# our new 25rss



## sonniksen five (Aug 15, 2004)

SO EXCITED TO HAVE FOUND THE TRAILER WE WANTED! GREAT DEAL TOO!!! 3 GIRLS AND A MINI DACHSUND ALL EAGER TO TRAVEL!!! LIKE TO HEAR FROM ANY OUTBACKERS FROM CALIFORNIA.

Kenny Crista
Shelbi and Kaylee 10 (twins)
Lindsey 5
2004 outback 25rss
central california


----------



## camping479 (Aug 27, 2003)

Welcome to "the family"

There's a bunch of Californians here who I'm sure will chime in.

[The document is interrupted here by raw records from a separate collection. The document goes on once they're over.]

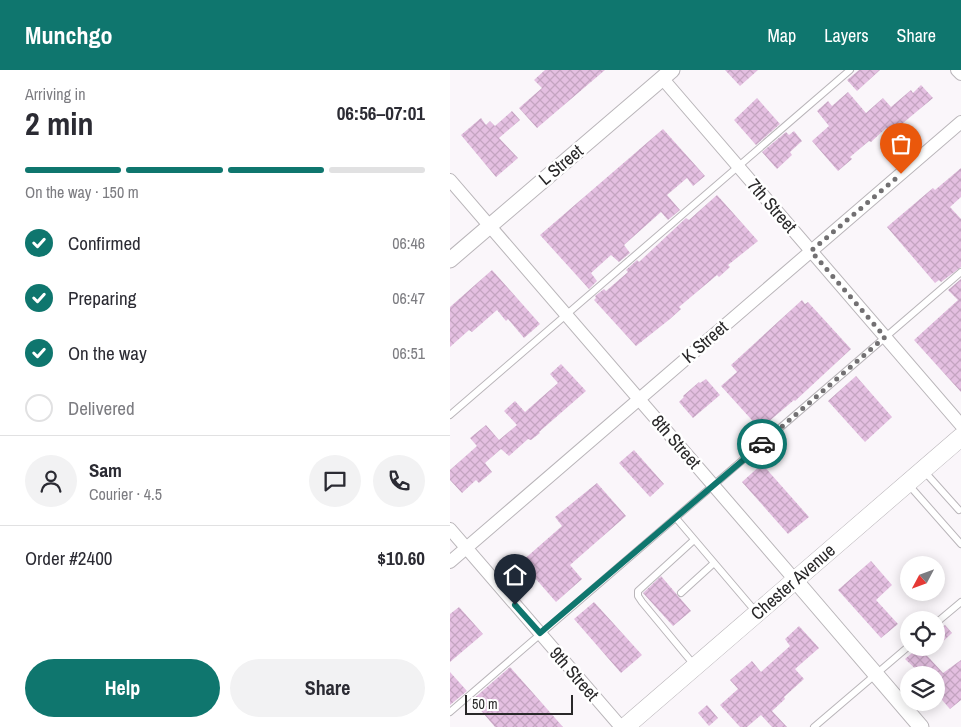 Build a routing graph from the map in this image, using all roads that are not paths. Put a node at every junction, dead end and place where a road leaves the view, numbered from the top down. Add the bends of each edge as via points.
1 (850, 70) edge
2 (957, 70) edge
3 (667, 74) edge
4 (961, 74) edge
5 (961, 122) edge
6 (738, 166) junction
7 (450, 180) edge
8 (489, 226) junction
9 (811, 251) junction
10 (450, 260) edge
11 (961, 272) edge
12 (566, 314) junction
13 (885, 337) junction
14 (639, 399) junction
15 (450, 415) edge
16 (961, 425) edge
17 (961, 437) edge
18 (923, 470) junction
19 (907, 483) junction
20 (714, 486) junction
21 (959, 510) dead end
22 (676, 518) junction
23 (450, 529) edge
24 (694, 540) junction
25 (961, 544) edge
26 (466, 548) junction
27 (450, 562) edge
28 (714, 563) junction
29 (795, 580) junction
30 (681, 592) dead end
31 (961, 602) edge
32 (756, 614) junction
33 (945, 615) edge
34 (540, 633) junction
35 (900, 653) edge
36 (695, 666) junction
37 (875, 674) junction
38 (450, 712) edge
39 (621, 727) edge
40 (625, 727) edge
41 (814, 727) edge
42 (921, 727) edge

1 - 6 lane
2 - 4 street
3 - 6 street, 7th Street
3 - 8 street, L Street
5 - 9 street, K Street
6 - 9 street, 7th Street
6 - 12 lane
7 - 8 street, 8th Street
8 - 10 street, L Street
8 - 12 street, 8th Street
9 - 13 street, 7th Street
9 - 14 street, K Street
11 - 13 lane
12 - 14 street, 8th Street
12 - 15 lane
13 - 16 street, 7th Street
13 - 20 lane
14 - 20 street, 8th Street
14 - 26 street, K Street
17 - 18 main road, Chester Avenue
18 - 19 main road, Chester Avenue
18 - 21 lane
19 - 25 lane
19 - 29 main road, Chester Avenue
20 - 22 lane
20 - 29 street, 8th Street
22 - 24 lane
22 - 34 lane
23 - 26 street, 9th Street
24 - 28 lane
24 - 36 lane via 638,591 638,596
26 - 27 street, K Street
26 - 34 street, 9th Street
28 - 30 lane
28 - 32 lane
29 - 32 main road, Chester Avenue
29 - 37 street, 8th Street
31 - 33 lane
32 - 36 main road, Chester Avenue
34 - 38 lane
34 - 39 street, 9th Street
35 - 37 lane
36 - 40 main road, Chester Avenue
37 - 41 lane
37 - 42 street, 8th Street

Enjoy your new "home on wheels"

We've got twins also (11) Are yours identical or fraternal? Our daughters are fraternal, one red head with blue eyes and one blonde with brown eyes.

Mike


----------



## Y-Guy (Jan 30, 2004)

Congrats on your new camper and welcome to the Outbackers. Our family lived in Stockton before we escaped CA and returned to WA, do miss the camping and the clubs we were part of while living there.


----------



## NDJollyMon (Aug 22, 2003)

WELCOME TO OUTBACKERS!

I hope you enjoy your 25 RSS as much as we do. We used to live in Central CA too, but moved in the 80's. (Santa Maria & Lompoc)


----------



## And4togo (Feb 18, 2004)

Hi, welcome to Outbackers, glad you found the site. We are in San Jose, where in Ca are you? Hope you enjoy your new Outback.
Rob


----------



## Mgonzo2u (Aug 3, 2004)

Welcome to our ever growing fraternity.

We also live in California. Orange County, CA to be exact. We just purchased our first OB 21RS last weekend. Our 300 mile RT maiden voyage deep into San Diego county was a resounding success. Hope yours will be too.

Happy RV'ing!


----------



## jallen58 (Oct 27, 2003)

Congrats from another California Outbacker. We are in Santa Rosa Cal. where are you from?.

Jim


----------



## California Jim (Dec 11, 2003)

Welcome aboard fellow Outbacking Californian


----------